The accommodation database now has more than 1,000 providers, which visitors can access through the holiday-wa.net site, and others on Mr Lockett’s online network, including holidayhomes.com.au, wheretostayWA.com.au and downsouthWA.com.au.
“The tourism industry is one of the most active industries on the internet, without a doubt,” Mr Lockett told WA Business News.
He said small businesses shouldn’t expect that, because they had a website, people would automatically come to it
“It’s relatively low-cost way of promoting a business, less than traditional methods. But people have to be able to find it,” Mr Lockett said.
By mid 2007, the holiday-wa.net site was attracting between 650 and 700 unique visitors per day, with about three-quarters of those located either interstate or overseas.
In an effort to boost visitor numbers to the site, Mr Lockett looked to Google and its associated advertising and search engine optimisation products.
“There’s no substitute for working with Google,” he said. “About 80 per cent of visitors [to the site] come through Google.”

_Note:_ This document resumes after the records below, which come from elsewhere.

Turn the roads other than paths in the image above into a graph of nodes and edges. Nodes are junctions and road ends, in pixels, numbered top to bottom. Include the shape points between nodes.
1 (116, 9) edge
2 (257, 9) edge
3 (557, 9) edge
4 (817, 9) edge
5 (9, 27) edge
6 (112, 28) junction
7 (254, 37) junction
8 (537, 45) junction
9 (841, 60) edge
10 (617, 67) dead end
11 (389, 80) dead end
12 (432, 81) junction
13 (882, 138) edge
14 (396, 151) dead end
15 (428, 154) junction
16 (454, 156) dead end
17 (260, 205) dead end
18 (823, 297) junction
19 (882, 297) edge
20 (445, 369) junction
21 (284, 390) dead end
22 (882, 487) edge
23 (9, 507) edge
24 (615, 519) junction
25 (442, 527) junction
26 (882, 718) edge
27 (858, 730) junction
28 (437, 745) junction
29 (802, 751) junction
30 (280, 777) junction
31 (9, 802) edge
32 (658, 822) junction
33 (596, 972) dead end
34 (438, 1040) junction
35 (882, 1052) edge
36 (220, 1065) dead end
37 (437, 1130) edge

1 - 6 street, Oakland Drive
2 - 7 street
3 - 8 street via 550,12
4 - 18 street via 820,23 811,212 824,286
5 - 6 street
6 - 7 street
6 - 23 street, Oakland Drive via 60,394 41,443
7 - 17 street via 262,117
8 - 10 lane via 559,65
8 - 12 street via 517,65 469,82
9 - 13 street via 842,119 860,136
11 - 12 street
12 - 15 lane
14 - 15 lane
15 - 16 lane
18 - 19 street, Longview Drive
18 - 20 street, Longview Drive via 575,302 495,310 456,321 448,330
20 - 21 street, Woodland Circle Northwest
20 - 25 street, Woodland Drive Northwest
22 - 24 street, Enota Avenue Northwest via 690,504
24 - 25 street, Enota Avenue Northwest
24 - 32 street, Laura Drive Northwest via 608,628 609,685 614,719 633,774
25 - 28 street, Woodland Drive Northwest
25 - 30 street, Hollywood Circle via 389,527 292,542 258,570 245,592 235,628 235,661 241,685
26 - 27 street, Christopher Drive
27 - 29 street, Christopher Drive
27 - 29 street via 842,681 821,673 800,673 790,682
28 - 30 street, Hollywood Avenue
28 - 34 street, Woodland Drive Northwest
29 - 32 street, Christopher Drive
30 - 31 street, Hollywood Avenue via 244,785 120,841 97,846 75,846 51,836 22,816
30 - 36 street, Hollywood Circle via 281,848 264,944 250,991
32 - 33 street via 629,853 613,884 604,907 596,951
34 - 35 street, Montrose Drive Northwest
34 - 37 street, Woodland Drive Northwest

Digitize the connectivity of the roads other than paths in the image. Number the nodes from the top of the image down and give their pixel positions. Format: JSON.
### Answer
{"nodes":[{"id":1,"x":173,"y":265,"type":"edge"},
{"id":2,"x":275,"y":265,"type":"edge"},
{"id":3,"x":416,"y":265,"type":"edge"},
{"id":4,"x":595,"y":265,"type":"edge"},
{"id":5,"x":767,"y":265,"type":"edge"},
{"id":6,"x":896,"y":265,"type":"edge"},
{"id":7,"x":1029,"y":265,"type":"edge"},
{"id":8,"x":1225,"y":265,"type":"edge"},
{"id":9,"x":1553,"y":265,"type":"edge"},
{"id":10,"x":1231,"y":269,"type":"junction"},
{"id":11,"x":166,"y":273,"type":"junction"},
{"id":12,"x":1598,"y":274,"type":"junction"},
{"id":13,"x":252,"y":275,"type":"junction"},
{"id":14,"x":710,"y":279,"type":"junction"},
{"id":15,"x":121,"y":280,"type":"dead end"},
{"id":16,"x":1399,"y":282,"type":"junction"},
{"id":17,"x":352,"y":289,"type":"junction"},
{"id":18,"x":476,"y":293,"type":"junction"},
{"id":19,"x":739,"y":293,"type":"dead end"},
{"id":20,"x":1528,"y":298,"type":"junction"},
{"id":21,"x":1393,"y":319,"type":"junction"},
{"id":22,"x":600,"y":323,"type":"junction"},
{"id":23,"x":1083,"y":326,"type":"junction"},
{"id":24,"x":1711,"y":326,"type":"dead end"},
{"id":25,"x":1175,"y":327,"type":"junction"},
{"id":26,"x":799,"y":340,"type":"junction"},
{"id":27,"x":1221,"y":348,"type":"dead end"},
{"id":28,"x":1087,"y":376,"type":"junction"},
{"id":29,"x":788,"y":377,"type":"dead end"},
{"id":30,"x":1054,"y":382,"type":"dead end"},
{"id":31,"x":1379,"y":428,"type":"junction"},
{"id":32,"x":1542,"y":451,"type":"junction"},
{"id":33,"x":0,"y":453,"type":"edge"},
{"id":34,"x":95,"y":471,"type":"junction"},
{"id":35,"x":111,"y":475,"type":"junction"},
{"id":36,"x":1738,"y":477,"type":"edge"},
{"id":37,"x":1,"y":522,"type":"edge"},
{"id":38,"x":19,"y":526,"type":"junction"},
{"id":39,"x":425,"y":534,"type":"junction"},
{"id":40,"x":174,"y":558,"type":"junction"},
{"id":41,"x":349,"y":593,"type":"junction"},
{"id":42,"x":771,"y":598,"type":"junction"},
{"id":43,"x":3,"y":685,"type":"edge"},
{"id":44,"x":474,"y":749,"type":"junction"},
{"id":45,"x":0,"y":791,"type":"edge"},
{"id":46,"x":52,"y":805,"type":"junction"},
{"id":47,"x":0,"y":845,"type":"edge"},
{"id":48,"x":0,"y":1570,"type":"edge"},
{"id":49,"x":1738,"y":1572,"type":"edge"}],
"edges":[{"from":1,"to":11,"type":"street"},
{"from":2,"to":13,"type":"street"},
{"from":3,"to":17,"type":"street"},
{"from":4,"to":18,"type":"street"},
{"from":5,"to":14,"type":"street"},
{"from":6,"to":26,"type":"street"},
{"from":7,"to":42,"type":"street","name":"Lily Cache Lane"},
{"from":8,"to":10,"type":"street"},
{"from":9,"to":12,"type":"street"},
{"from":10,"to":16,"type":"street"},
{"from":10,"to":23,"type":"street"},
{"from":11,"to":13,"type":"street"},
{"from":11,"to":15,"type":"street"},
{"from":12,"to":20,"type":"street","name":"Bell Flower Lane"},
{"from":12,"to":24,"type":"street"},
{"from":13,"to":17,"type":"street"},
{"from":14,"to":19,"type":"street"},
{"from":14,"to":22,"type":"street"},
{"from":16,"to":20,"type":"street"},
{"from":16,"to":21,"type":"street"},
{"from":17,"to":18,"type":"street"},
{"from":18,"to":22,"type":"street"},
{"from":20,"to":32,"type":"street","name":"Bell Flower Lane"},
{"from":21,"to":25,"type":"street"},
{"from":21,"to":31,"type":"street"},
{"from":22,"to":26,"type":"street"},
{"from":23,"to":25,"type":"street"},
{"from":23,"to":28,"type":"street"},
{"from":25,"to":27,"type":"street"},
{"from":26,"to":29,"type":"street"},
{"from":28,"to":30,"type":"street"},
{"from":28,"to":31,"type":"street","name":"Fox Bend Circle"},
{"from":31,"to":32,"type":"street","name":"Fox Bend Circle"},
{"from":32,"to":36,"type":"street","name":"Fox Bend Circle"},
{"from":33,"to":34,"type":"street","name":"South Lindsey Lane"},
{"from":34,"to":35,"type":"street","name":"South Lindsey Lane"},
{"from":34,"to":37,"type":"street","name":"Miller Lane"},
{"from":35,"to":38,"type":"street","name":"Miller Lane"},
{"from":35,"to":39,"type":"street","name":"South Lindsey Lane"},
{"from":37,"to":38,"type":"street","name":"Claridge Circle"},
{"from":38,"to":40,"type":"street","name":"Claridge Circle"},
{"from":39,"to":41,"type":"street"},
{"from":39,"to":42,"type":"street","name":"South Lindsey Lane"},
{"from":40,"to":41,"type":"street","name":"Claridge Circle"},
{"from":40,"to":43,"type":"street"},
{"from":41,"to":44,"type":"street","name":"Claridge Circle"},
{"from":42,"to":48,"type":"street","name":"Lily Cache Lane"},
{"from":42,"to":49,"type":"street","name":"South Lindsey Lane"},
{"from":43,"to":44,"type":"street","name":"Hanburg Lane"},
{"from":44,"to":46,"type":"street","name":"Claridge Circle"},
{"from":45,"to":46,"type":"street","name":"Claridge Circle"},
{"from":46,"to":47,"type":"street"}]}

One of its major strategies was establishing a relationship with Google, whereby the business would run Google’s regional Western Australia search engine, while adding interested WA small businesses to the search engine.
The WA search engine is displayed at the top of the home page, which provides a link to the Google page.
Mr Lockett said that, while all WA sites are indexed in the system, business websites he has added would be regarded as better quality additions, with the likelihood of a higher ranking in both the regional and international Google search engines.
“We have a trusted association with Google...when we add a website to the search engine, it’s seen as a credible addition,” he said.
And while the addition of business to the search engine is not a revenue-producing activity, Mr Lockett believes the more visits the search engine receives, the greater number of visitors directed to the site and the greater the opportunity to generate revenue through other means, such as sponsored links.
The move has already started to pay off. Since the WA search engine was set up last September, unique visitors to the holida-wa.net site have risen to more than 1,000 a day.
The WA search engine is also receiving a couple of hundred searches per day, both from inside and outside the state.
Now, the focus is to attract more businesses to register with the search engine, particularly small businesses whose websites may not rank high enough in the international search engine.
Mr Lockett and his associates are currently in the process of developing on online transaction system and a web page editor.